WHAT IS REQUIRED - Search the entries for the word "function" and report each line that has it.

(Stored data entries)

****************

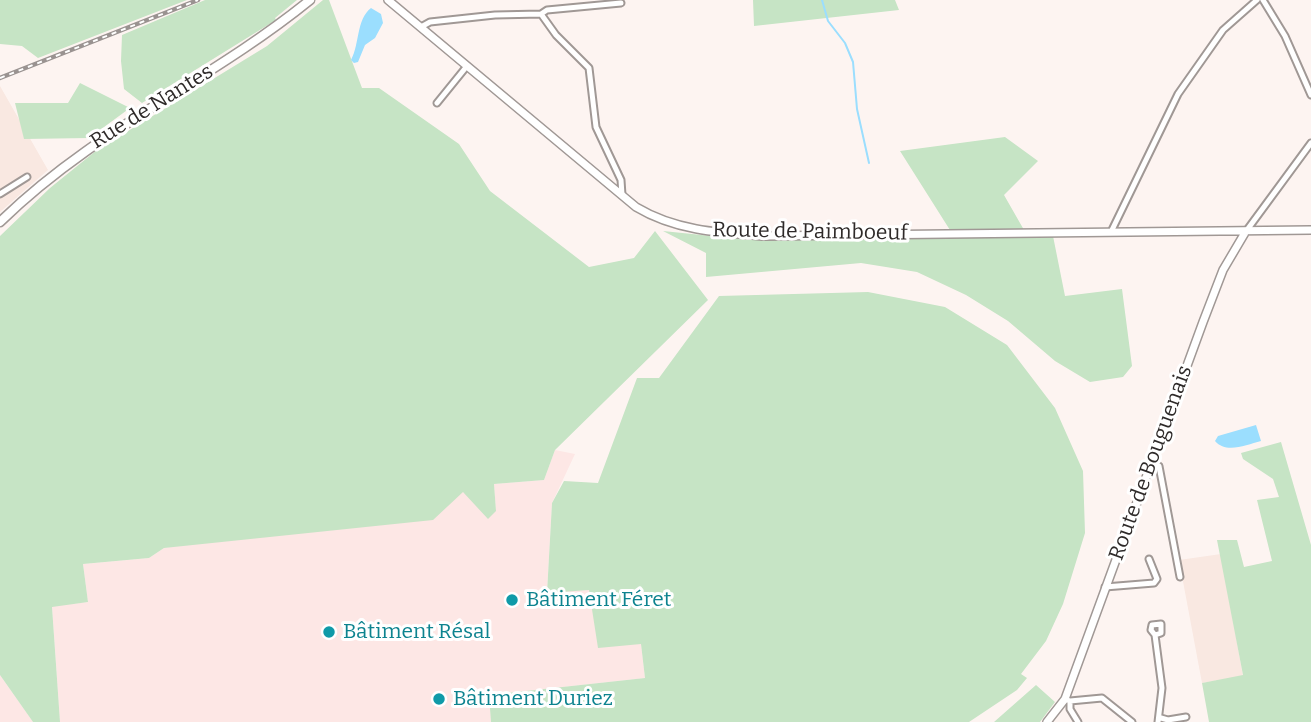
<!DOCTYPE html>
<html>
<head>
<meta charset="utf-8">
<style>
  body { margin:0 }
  canvas { display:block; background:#fdf4f1 }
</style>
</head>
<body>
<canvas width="1311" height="722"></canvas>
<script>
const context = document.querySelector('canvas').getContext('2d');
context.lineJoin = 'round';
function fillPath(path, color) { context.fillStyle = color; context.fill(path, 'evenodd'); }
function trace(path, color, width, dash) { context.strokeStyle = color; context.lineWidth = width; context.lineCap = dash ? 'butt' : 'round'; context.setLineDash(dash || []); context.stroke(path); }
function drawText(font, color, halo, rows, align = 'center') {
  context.font = font + ' Bitter,serif'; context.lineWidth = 6; context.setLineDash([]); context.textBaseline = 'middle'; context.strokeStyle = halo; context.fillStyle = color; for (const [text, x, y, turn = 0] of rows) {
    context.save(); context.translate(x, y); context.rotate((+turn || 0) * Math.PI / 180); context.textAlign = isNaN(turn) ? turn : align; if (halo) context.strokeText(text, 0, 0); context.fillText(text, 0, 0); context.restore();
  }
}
const built = new Path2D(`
  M 0,86 L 48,170 L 0,212 Z
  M 1221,554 L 1243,676 L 1202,683 L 1179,560 Z`);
const education = new Path2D(`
  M 555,450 L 575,454 L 552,503 L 547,592 L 589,590 L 592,604 L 641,644 L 645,678 L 490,695 L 491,722 L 60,722 L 52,606 L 88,602 L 83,564 L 149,558 L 164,548 L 463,492 L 496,511 L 494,484 L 544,480 Z
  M 0,675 L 33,722 L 0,722 Z`);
const green = new Path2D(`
  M 0,0 L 187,0 L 38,58 L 22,46 L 0,44 Z
  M 205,0 L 297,0 L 275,18 L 276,20 L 142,103 L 124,89 L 121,61 L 122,35 Z
  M 323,0 L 329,0 L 362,88 L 379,88 L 459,144 L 490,191 L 589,267 L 634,258 L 655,231 L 708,300 L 555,450 L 544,480 L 494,484 L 496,511 L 488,519 L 463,492 L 433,520 L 164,548 L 149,558 L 83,564 L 88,602 L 52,607 L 60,722 L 33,722 L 0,675 L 0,236 L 50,188 L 97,150 L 267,46 Z
  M 753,0 L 895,0 L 899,10 L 754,26 Z
  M 80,83 L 130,108 L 89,138 L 24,139 L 15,103 L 68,103 Z
  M 1005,137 L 1038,161 L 1004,195 L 1028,237 L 1053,236 L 1065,296 L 1122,289 L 1132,366 L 1123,377 L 1090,382 L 1055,361 L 1008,321 L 966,295 L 917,272 L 861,263 L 706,277 L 706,253 L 663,231 L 750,240 L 955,238 L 900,151 Z
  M 868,292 L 945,307 L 1007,345 L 1055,408 L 1083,471 L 1085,533 L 1063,604 L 1046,641 L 1021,674 L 1027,678 L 1017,690 L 969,722 L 491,722 L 489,695 L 645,678 L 641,644 L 598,648 L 589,590 L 547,593 L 552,503 L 564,481 L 598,483 L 637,378 L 659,378 L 719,296 Z
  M 1281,442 L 1311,545 L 1311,722 L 1209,722 L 1202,683 L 1243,675 L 1217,540 L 1237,540 L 1244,567 L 1272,561 L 1257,500 L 1279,497 L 1273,479 L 1243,459 L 1241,453 Z
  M 1036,685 L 1055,702 L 1040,722 L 994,722 Z`);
const water = new Path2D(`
  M 371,8 L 381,14 L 383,23 L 375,38 L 365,45 L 358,62 L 354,63 L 351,60 C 360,43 356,20 371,8 Z
  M 1256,425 L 1261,441 C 1246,445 1226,454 1215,441 L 1218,436 Z`);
const stream = new Path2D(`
  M 822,0 L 828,21 L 845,43 L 853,62 L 857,109 L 869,163`);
const minor = new Path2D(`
  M 1263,0 L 1285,36 L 1311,95
  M 541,14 L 556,35 L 589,68 L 596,127 L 621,180 L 622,195
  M 421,27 L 430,22 L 495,15 L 541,14 L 547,10 L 621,3
  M 437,103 L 467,66
  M 0,194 L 27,177
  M 1247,230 L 1311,143
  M 1111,232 L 1178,94 L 1223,30 L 1257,0
  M 1151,462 L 1159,466 L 1180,577
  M 1105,587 L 1154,583 L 1157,579 L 1149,559
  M 1155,635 L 1161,633 L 1161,624 L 1152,625 L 1151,630 L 1155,635 L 1162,688 L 1158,722
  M 1065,699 L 1070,701 L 1102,698 L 1132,722
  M 1070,701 L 1070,709 L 1078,722
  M 1161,718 L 1168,720 L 1186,717`);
const tertiary = new Path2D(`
  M 388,0 L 636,207 C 676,231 720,233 765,236 L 1311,230
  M 1047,722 L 1065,699 L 1203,322 L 1223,270 L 1246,231`);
const secondary = new Path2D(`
  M 0,222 C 95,129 209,82 310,0`);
const rail = new Path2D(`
  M 0,78 L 198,0`);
const markers = [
  [512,600,7,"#0f9aa8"],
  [329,632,7,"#0f9aa8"],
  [439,699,7,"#0f9aa8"]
];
const streetNames = [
  ["Rue de Nantes",152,107,-32],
  ["Route de Paimboeuf",810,232,1],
  ["Route de Bouguenais",1151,463,-70]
];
const cultureNames = [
  ["Bâtiment Féret",526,600],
  ["Bâtiment Résal",343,632],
  ["Bâtiment Duriez",453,699]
];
fillPath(built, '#f9e8e1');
fillPath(education, '#fde7e5');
fillPath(green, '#c6e4c5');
fillPath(water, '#9bdefe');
trace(stream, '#9bdefe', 2);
trace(minor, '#a09895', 9);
trace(tertiary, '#a09895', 10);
trace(secondary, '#a09895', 11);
trace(minor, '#fff', 5);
trace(tertiary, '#fff', 7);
trace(secondary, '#fff', 8);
trace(rail, '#9a9391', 4.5);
trace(rail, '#fff', 2, [5]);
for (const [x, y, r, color] of markers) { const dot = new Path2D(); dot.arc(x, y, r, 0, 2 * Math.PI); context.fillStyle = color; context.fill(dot); trace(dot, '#fff', 2.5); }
drawText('21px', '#2e2a29', '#fff', streetNames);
drawText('21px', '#0d838f', '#fff', cultureNames, 'left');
</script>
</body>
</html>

****************

RESPONSE TO THE TASK -
function fillPath(path, color) { context.fillStyle = color; context.fill(path, 'evenodd'); }
function trace(path, color, width, dash) { context.strokeStyle = color; context.lineWidth = width; context.lineCap = dash ? 'butt' : 'round'; context.setLineDash(dash || []); context.stroke(path); }
function drawText(font, color, halo, rows, align = 'center') {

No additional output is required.